- **TASK DIRECTIONS**:
Repeat the records below exactly, line for line.

(Data records)
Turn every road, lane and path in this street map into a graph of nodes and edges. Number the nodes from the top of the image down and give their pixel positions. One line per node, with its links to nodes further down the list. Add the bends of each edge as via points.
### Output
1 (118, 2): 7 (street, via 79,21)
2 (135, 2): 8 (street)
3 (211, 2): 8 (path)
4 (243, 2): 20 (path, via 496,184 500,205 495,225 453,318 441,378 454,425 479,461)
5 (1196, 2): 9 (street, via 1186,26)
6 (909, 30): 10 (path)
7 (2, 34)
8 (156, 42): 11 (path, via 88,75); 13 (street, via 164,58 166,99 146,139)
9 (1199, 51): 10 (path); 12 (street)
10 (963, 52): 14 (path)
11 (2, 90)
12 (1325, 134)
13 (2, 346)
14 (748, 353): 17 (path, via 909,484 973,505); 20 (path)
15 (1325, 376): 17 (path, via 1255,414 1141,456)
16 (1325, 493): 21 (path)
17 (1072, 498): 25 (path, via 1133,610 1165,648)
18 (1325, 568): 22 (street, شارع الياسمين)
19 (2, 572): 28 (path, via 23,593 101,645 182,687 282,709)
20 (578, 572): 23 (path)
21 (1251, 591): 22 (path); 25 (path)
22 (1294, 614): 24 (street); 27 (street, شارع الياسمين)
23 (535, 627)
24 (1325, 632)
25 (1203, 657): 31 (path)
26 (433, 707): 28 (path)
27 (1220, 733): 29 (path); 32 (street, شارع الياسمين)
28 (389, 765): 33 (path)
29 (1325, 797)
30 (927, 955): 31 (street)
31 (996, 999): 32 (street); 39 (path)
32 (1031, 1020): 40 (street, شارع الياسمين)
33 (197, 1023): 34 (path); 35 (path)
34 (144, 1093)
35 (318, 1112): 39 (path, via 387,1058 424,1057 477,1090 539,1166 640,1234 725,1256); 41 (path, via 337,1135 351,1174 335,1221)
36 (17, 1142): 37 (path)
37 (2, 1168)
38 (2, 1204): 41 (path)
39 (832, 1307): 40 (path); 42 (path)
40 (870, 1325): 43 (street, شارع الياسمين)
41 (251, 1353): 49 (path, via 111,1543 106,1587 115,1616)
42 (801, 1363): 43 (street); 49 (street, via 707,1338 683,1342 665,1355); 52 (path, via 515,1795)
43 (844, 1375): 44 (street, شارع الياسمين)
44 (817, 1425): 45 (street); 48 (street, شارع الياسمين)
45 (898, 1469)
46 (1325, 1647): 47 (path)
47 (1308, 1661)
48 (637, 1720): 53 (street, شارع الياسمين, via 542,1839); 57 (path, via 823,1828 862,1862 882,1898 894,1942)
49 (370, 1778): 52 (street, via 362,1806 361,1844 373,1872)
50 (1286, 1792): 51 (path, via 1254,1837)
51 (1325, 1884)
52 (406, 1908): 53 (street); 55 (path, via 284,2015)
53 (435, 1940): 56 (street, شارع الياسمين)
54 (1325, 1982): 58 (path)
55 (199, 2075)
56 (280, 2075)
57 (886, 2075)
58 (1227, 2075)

- **RESULT BELOW**:
Turn every road, lane and path in this street map into a graph of nodes and edges. Number the nodes from the top of the image down and give their pixel positions. One line per node, with its links to nodes further down the list. Add the bends of each edge as via points.
### Output
1 (118, 2): 7 (street, via 79,21)
2 (135, 2): 8 (street)
3 (211, 2): 8 (path)
4 (243, 2): 20 (path, via 496,184 500,205 495,225 453,318 441,378 454,425 479,461)
5 (1196, 2): 9 (street, via 1186,26)
6 (909, 30): 10 (path)
7 (2, 34)
8 (156, 42): 11 (path, via 88,75); 13 (street, via 164,58 166,99 146,139)
9 (1199, 51): 10 (path); 12 (street)
10 (963, 52): 14 (path)
11 (2, 90)
12 (1325, 134)
13 (2, 346)
14 (748, 353): 17 (path, via 909,484 973,505); 20 (path)
15 (1325, 376): 17 (path, via 1255,414 1141,456)
16 (1325, 493): 21 (path)
17 (1072, 498): 25 (path, via 1133,610 1165,648)
18 (1325, 568): 22 (street, شارع الياسمين)
19 (2, 572): 28 (path, via 23,593 101,645 182,687 282,709)
20 (578, 572): 23 (path)
21 (1251, 591): 22 (path); 25 (path)
22 (1294, 614): 24 (street); 27 (street, شارع الياسمين)
23 (535, 627)
24 (1325, 632)
25 (1203, 657): 31 (path)
26 (433, 707): 28 (path)
27 (1220, 733): 29 (path); 32 (street, شارع الياسمين)
28 (389, 765): 33 (path)
29 (1325, 797)
30 (927, 955): 31 (street)
31 (996, 999): 32 (street); 39 (path)
32 (1031, 1020): 40 (street, شارع الياسمين)
33 (197, 1023): 34 (path); 35 (path)
34 (144, 1093)
35 (318, 1112): 39 (path, via 387,1058 424,1057 477,1090 539,1166 640,1234 725,1256); 41 (path, via 337,1135 351,1174 335,1221)
36 (17, 1142): 37 (path)
37 (2, 1168)
38 (2, 1204): 41 (path)
39 (832, 1307): 40 (path); 42 (path)
40 (870, 1325): 43 (street, شارع الياسمين)
41 (251, 1353): 49 (path, via 111,1543 106,1587 115,1616)
42 (801, 1363): 43 (street); 49 (street, via 707,1338 683,1342 665,1355); 52 (path, via 515,1795)
43 (844, 1375): 44 (street, شارع الياسمين)
44 (817, 1425): 45 (street); 48 (street, شارع الياسمين)
45 (898, 1469)
46 (1325, 1647): 47 (path)
47 (1308, 1661)
48 (637, 1720): 53 (street, شارع الياسمين, via 542,1839); 57 (path, via 823,1828 862,1862 882,1898 894,1942)
49 (370, 1778): 52 (street, via 362,1806 361,1844 373,1872)
50 (1286, 1792): 51 (path, via 1254,1837)
51 (1325, 1884)
52 (406, 1908): 53 (street); 55 (path, via 284,2015)
53 (435, 1940): 56 (street, شارع الياسمين)
54 (1325, 1982): 58 (path)
55 (199, 2075)
56 (280, 2075)
57 (886, 2075)
58 (1227, 2075)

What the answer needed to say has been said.